Segment Start: Provided data
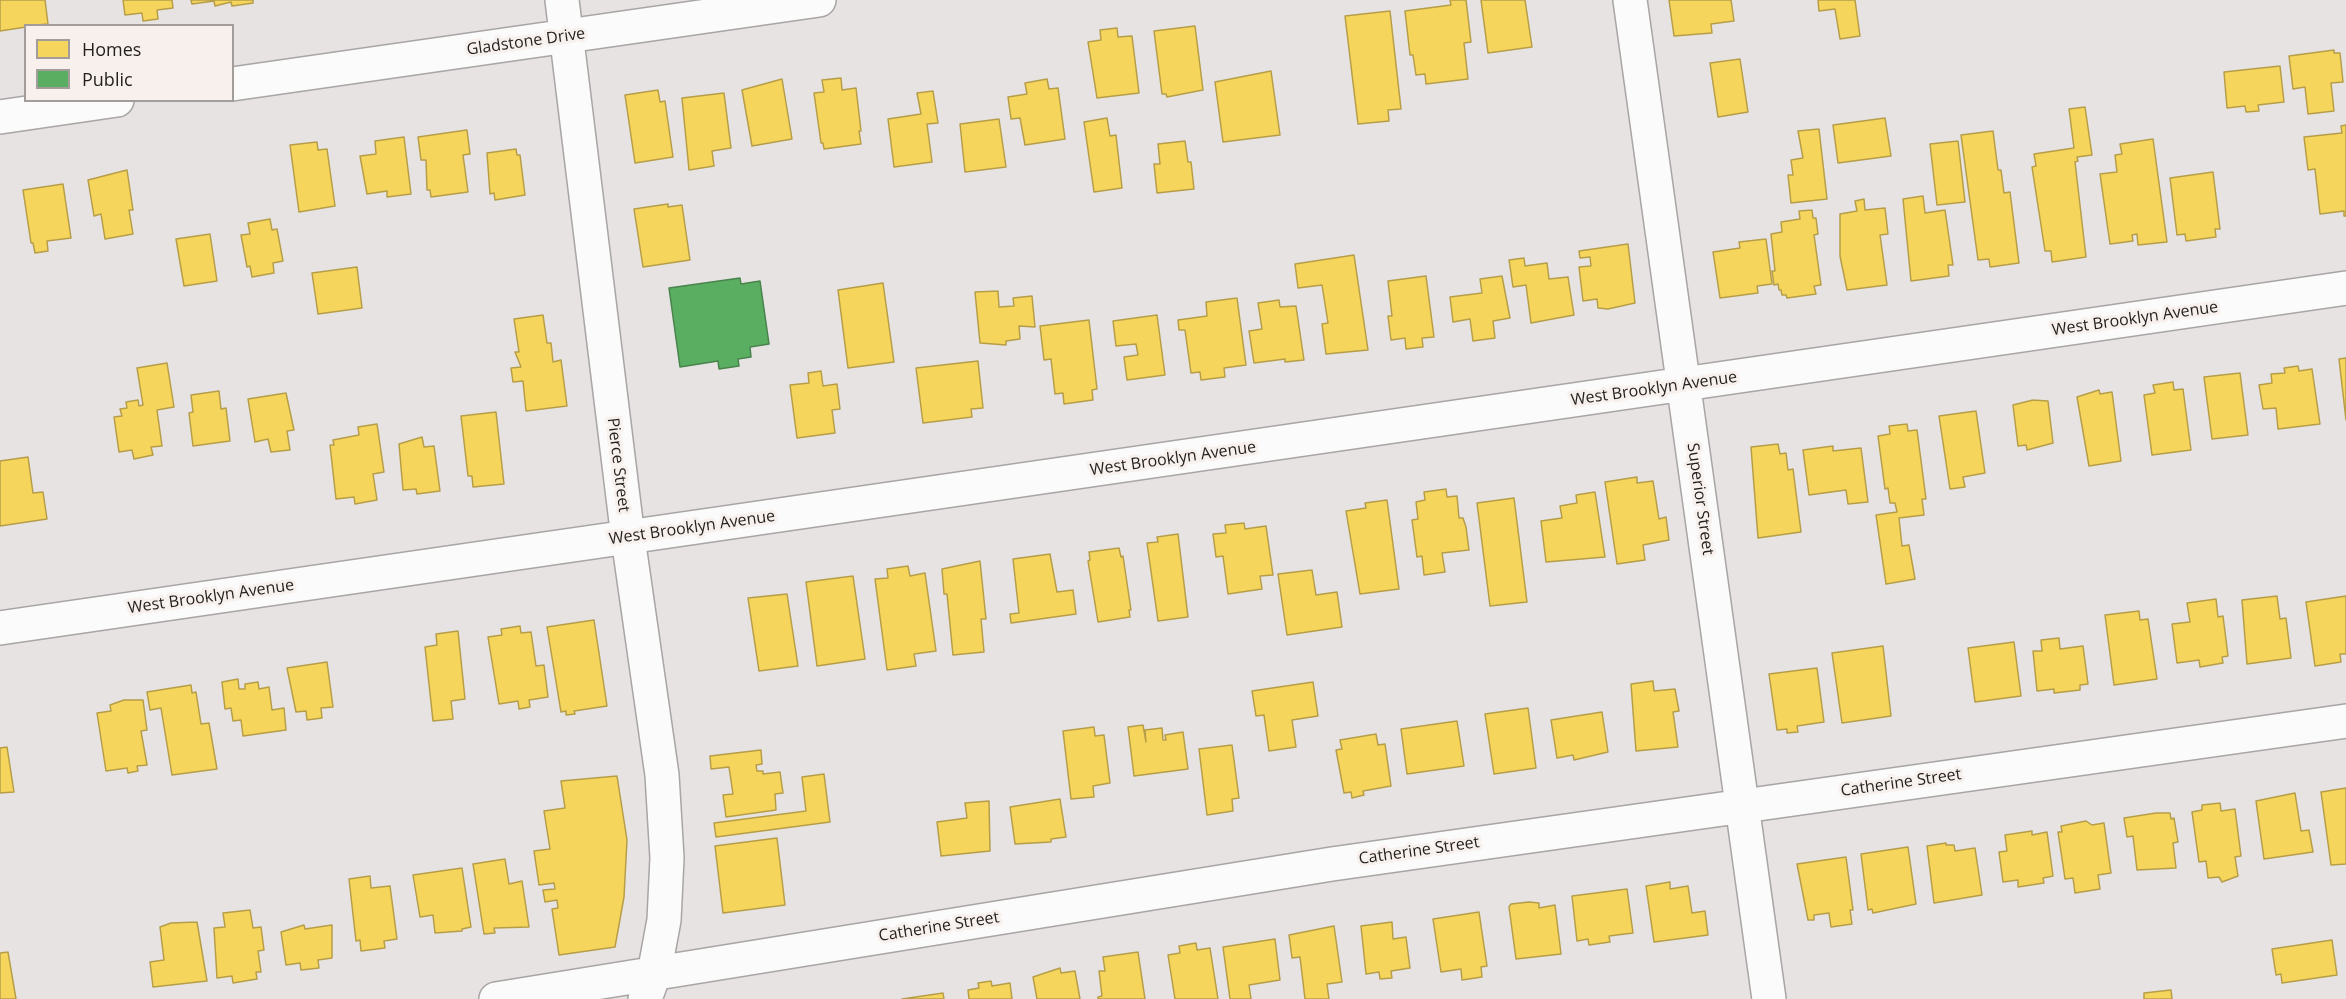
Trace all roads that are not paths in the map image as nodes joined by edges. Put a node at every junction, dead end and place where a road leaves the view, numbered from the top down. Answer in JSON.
{"nodes":[{"id":1,"x":562,"y":0,"type":"edge"},
{"id":2,"x":819,"y":0,"type":"edge"},
{"id":3,"x":1630,"y":0,"type":"edge"},
{"id":4,"x":567,"y":36,"type":"junction"},
{"id":5,"x":234,"y":84,"type":"edge"},
{"id":6,"x":103,"y":102,"type":"edge"},
{"id":7,"x":0,"y":117,"type":"edge"},
{"id":8,"x":2346,"y":288,"type":"edge"},
{"id":9,"x":1684,"y":385,"type":"junction"},
{"id":10,"x":628,"y":538,"type":"junction"},
{"id":11,"x":0,"y":628,"type":"edge"},
{"id":12,"x":2346,"y":721,"type":"edge"},
{"id":13,"x":1742,"y":805,"type":"junction"},
{"id":14,"x":650,"y":986,"type":"edge"},
{"id":15,"x":496,"y":999,"type":"edge"},
{"id":16,"x":1769,"y":999,"type":"edge"}],
"edges":[{"from":1,"to":4,"type":"street","name":"Pierce Street"},
{"from":2,"to":4,"type":"street","name":"Gladstone Drive"},
{"from":3,"to":9,"type":"street","name":"Superior Street"},
{"from":4,"to":5,"type":"street","name":"Gladstone Drive"},
{"from":4,"to":10,"type":"street","name":"Pierce Street"},
{"from":6,"to":7,"type":"street"},
{"from":8,"to":9,"type":"street","name":"West Brooklyn Avenue"},
{"from":9,"to":10,"type":"street","name":"West Brooklyn Avenue"},
{"from":9,"to":13,"type":"street","name":"Superior Street"},
{"from":10,"to":11,"type":"street","name":"West Brooklyn Avenue"},
{"from":10,"to":14,"type":"street","name":"Pierce Street"},
{"from":12,"to":13,"type":"street","name":"Catherine Street"},
{"from":13,"to":14,"type":"street","name":"Catherine Street"},
{"from":13,"to":16,"type":"street","name":"Superior Street"},
{"from":14,"to":15,"type":"street","name":"Catherine Street"}]}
Segment End: Provided data
What is required:
Tally each line in the data that holds the word "Gladstone"; write only the total.

Problem solution:
2